** Data listing follows **
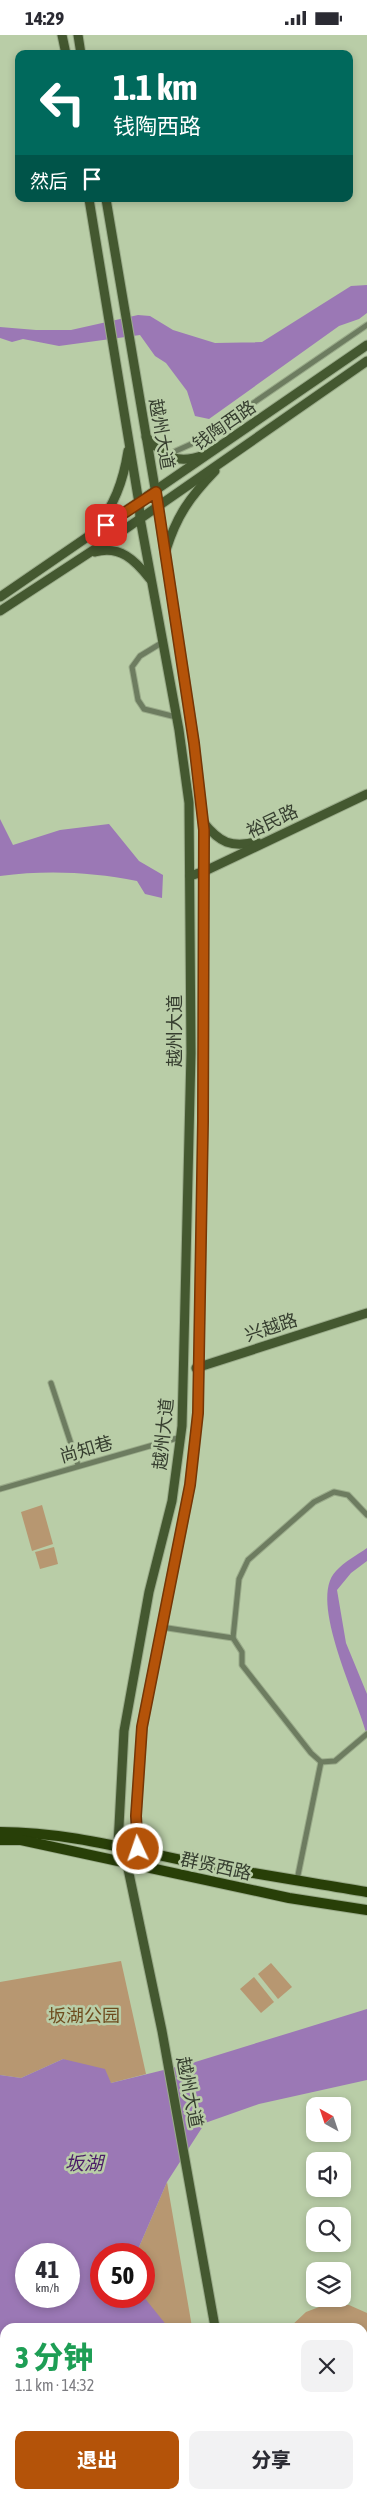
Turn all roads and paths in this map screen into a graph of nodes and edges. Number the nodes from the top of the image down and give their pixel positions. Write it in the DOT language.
graph roads {
  1 [pos="62,35"];
  2 [pos="78,35"];
  3 [pos="65,50"];
  4 [pos="80,50"];
  5 [pos="89,202"];
  6 [pos="106,202"];
  7 [pos="367,325"];
  8 [pos="367,345"];
  9 [pos="365,363"];
  10 [pos="146,437"];
  11 [pos="129,441"];
  12 [pos="216,450"];
  13 [pos="234,453"];
  14 [pos="166,455"];
  15 [pos="156,492"];
  16 [pos="139,503"];
  17 [pos="158,506"];
  18 [pos="140,518"];
  19 [pos="90,536"];
  20 [pos="165,552"];
  21 [pos="85,555"];
  22 [pos="151,581"];
  23 [pos="0,597"];
  24 [pos="0,611"];
  25 [pos="163,642"];
  26 [pos="176,717"];
  27 [pos="367,794"];
  28 [pos="203,822"];
  29 [pos="275,838"];
  30 [pos="204,871"];
  31 [pos="190,876"];
  32 [pos="367,1313"];
  33 [pos="200,1367"];
  34 [pos="185,1372"];
  35 [pos="51,1383"];
  36 [pos="181,1437"];
  37 [pos="78,1465"];
  38 [pos="0,1489"];
  39 [pos="367,1515"];
  40 [pos="161,1627"];
  41 [pos="233,1638"];
  42 [pos="367,1734"];
  43 [pos="321,1762"];
  44 [pos="0,1831"];
  45 [pos="0,1840"];
  46 [pos="118,1845"];
  47 [pos="138,1849"];
  48 [pos="127,1864"];
  49 [pos="297,1881"];
  50 [pos="367,1892"];
  51 [pos="367,1910"];
  52 [pos="214,2323"];
  1 -- 3 [label="main road"];
  2 -- 4 [label="main road"];
  5 -- 11 [label="main road, 越州大道"];
  6 -- 10 [label="main road, 越州大道"];
  7 -- 14 [label="street"];
  8 -- 12 [label="main road, 钱陶西路"];
  9 -- 13 [label="main road, 钱陶西路"];
  10 -- 14 [label="main road"];
  10 -- 15 [label="main road, 越州大道"];
  11 -- 16 [label="main road, 越州大道"];
  11 -- 19 [label="main road"];
  12 -- 14 [label="main road"];
  12 -- 15 [label="main road, 钱陶西路"];
  13 -- 17 [label="main road, 钱陶西路"];
  13 -- 20 [label="main road"];
  15 -- 16 [label="main road, 钱陶西路"];
  15 -- 17 [label="main road, 越州大道"];
  16 -- 18 [label="main road, 越州大道"];
  16 -- 19 [label="main road, 钱陶西路"];
  17 -- 18 [label="main road, 钱陶西路"];
  17 -- 20 [label="main road, 越州大道"];
  18 -- 21 [label="main road, 钱陶西路"];
  18 -- 22 [label="main road, 越州大道"];
  19 -- 23 [label="main road, 钱陶西路"];
  20 -- 28 [label="main road, 越州大道"];
  21 -- 22 [label="main road"];
  21 -- 24 [label="main road, 钱陶西路"];
  22 -- 25 [label="main road, 越州大道"];
  25 -- 26 [label="main road, 越州大道"];
  25 -- 26 [label="street"];
  26 -- 31 [label="main road, 越州大道"];
  27 -- 29 [label="main road, 裕民路"];
  28 -- 29 [label="main road"];
  28 -- 30 [label="main road, 越州大道"];
  29 -- 30 [label="main road, 裕民路"];
  30 -- 31 [label="main road, 裕民路"];
  30 -- 33 [label="main road, 越州大道"];
  31 -- 34 [label="main road, 越州大道"];
  32 -- 33 [label="main road, 兴越路"];
  33 -- 34 [label="main road, 兴越路"];
  33 -- 40 [label="main road, 越州大道"];
  34 -- 36 [label="main road, 越州大道"];
  35 -- 37 [label="street"];
  36 -- 37 [label="street, 尚知巷"];
  36 -- 46 [label="main road, 越州大道"];
  37 -- 38 [label="street, 尚知巷"];
  39 -- 41 [label="street"];
  40 -- 41 [label="street"];
  40 -- 47 [label="main road, 越州大道"];
  41 -- 43 [label="street"];
  42 -- 43 [label="street"];
  43 -- 49 [label="street"];
  44 -- 46 [label="main road, 群贤西路"];
  45 -- 48 [label="main road, 群贤西路"];
  46 -- 47 [label="main road, 群贤西路"];
  46 -- 48 [label="main road, 越州大道"];
  47 -- 48 [label="main road"];
  47 -- 49 [label="main road, 群贤西路"];
  48 -- 51 [label="main road, 群贤西路"];
  48 -- 52 [label="main road, 越州大道"];
  49 -- 50 [label="main road, 群贤西路"];
}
** End of Data listing **
**What you are asked to do:**
Word for word, reproduce all of the data, but keep out the pictures.

**Result of the task:**
Turn all roads and paths in this map screen into a graph of nodes and edges. Number the nodes from the top of the image down and give their pixel positions. Write it in the DOT language.
graph roads {
  1 [pos="62,35"];
  2 [pos="78,35"];
  3 [pos="65,50"];
  4 [pos="80,50"];
  5 [pos="89,202"];
  6 [pos="106,202"];
  7 [pos="367,325"];
  8 [pos="367,345"];
  9 [pos="365,363"];
  10 [pos="146,437"];
  11 [pos="129,441"];
  12 [pos="216,450"];
  13 [pos="234,453"];
  14 [pos="166,455"];
  15 [pos="156,492"];
  16 [pos="139,503"];
  17 [pos="158,506"];
  18 [pos="140,518"];
  19 [pos="90,536"];
  20 [pos="165,552"];
  21 [pos="85,555"];
  22 [pos="151,581"];
  23 [pos="0,597"];
  24 [pos="0,611"];
  25 [pos="163,642"];
  26 [pos="176,717"];
  27 [pos="367,794"];
  28 [pos="203,822"];
  29 [pos="275,838"];
  30 [pos="204,871"];
  31 [pos="190,876"];
  32 [pos="367,1313"];
  33 [pos="200,1367"];
  34 [pos="185,1372"];
  35 [pos="51,1383"];
  36 [pos="181,1437"];
  37 [pos="78,1465"];
  38 [pos="0,1489"];
  39 [pos="367,1515"];
  40 [pos="161,1627"];
  41 [pos="233,1638"];
  42 [pos="367,1734"];
  43 [pos="321,1762"];
  44 [pos="0,1831"];
  45 [pos="0,1840"];
  46 [pos="118,1845"];
  47 [pos="138,1849"];
  48 [pos="127,1864"];
  49 [pos="297,1881"];
  50 [pos="367,1892"];
  51 [pos="367,1910"];
  52 [pos="214,2323"];
  1 -- 3 [label="main road"];
  2 -- 4 [label="main road"];
  5 -- 11 [label="main road, 越州大道"];
  6 -- 10 [label="main road, 越州大道"];
  7 -- 14 [label="street"];
  8 -- 12 [label="main road, 钱陶西路"];
  9 -- 13 [label="main road, 钱陶西路"];
  10 -- 14 [label="main road"];
  10 -- 15 [label="main road, 越州大道"];
  11 -- 16 [label="main road, 越州大道"];
  11 -- 19 [label="main road"];
  12 -- 14 [label="main road"];
  12 -- 15 [label="main road, 钱陶西路"];
  13 -- 17 [label="main road, 钱陶西路"];
  13 -- 20 [label="main road"];
  15 -- 16 [label="main road, 钱陶西路"];
  15 -- 17 [label="main road, 越州大道"];
  16 -- 18 [label="main road, 越州大道"];
  16 -- 19 [label="main road, 钱陶西路"];
  17 -- 18 [label="main road, 钱陶西路"];
  17 -- 20 [label="main road, 越州大道"];
  18 -- 21 [label="main road, 钱陶西路"];
  18 -- 22 [label="main road, 越州大道"];
  19 -- 23 [label="main road, 钱陶西路"];
  20 -- 28 [label="main road, 越州大道"];
  21 -- 22 [label="main road"];
  21 -- 24 [label="main road, 钱陶西路"];
  22 -- 25 [label="main road, 越州大道"];
  25 -- 26 [label="main road, 越州大道"];
  25 -- 26 [label="street"];
  26 -- 31 [label="main road, 越州大道"];
  27 -- 29 [label="main road, 裕民路"];
  28 -- 29 [label="main road"];
  28 -- 30 [label="main road, 越州大道"];
  29 -- 30 [label="main road, 裕民路"];
  30 -- 31 [label="main road, 裕民路"];
  30 -- 33 [label="main road, 越州大道"];
  31 -- 34 [label="main road, 越州大道"];
  32 -- 33 [label="main road, 兴越路"];
  33 -- 34 [label="main road, 兴越路"];
  33 -- 40 [label="main road, 越州大道"];
  34 -- 36 [label="main road, 越州大道"];
  35 -- 37 [label="street"];
  36 -- 37 [label="street, 尚知巷"];
  36 -- 46 [label="main road, 越州大道"];
  37 -- 38 [label="street, 尚知巷"];
  39 -- 41 [label="street"];
  40 -- 41 [label="street"];
  40 -- 47 [label="main road, 越州大道"];
  41 -- 43 [label="street"];
  42 -- 43 [label="street"];
  43 -- 49 [label="street"];
  44 -- 46 [label="main road, 群贤西路"];
  45 -- 48 [label="main road, 群贤西路"];
  46 -- 47 [label="main road, 群贤西路"];
  46 -- 48 [label="main road, 越州大道"];
  47 -- 48 [label="main road"];
  47 -- 49 [label="main road, 群贤西路"];
  48 -- 51 [label="main road, 群贤西路"];
  48 -- 52 [label="main road, 越州大道"];
  49 -- 50 [label="main road, 群贤西路"];
}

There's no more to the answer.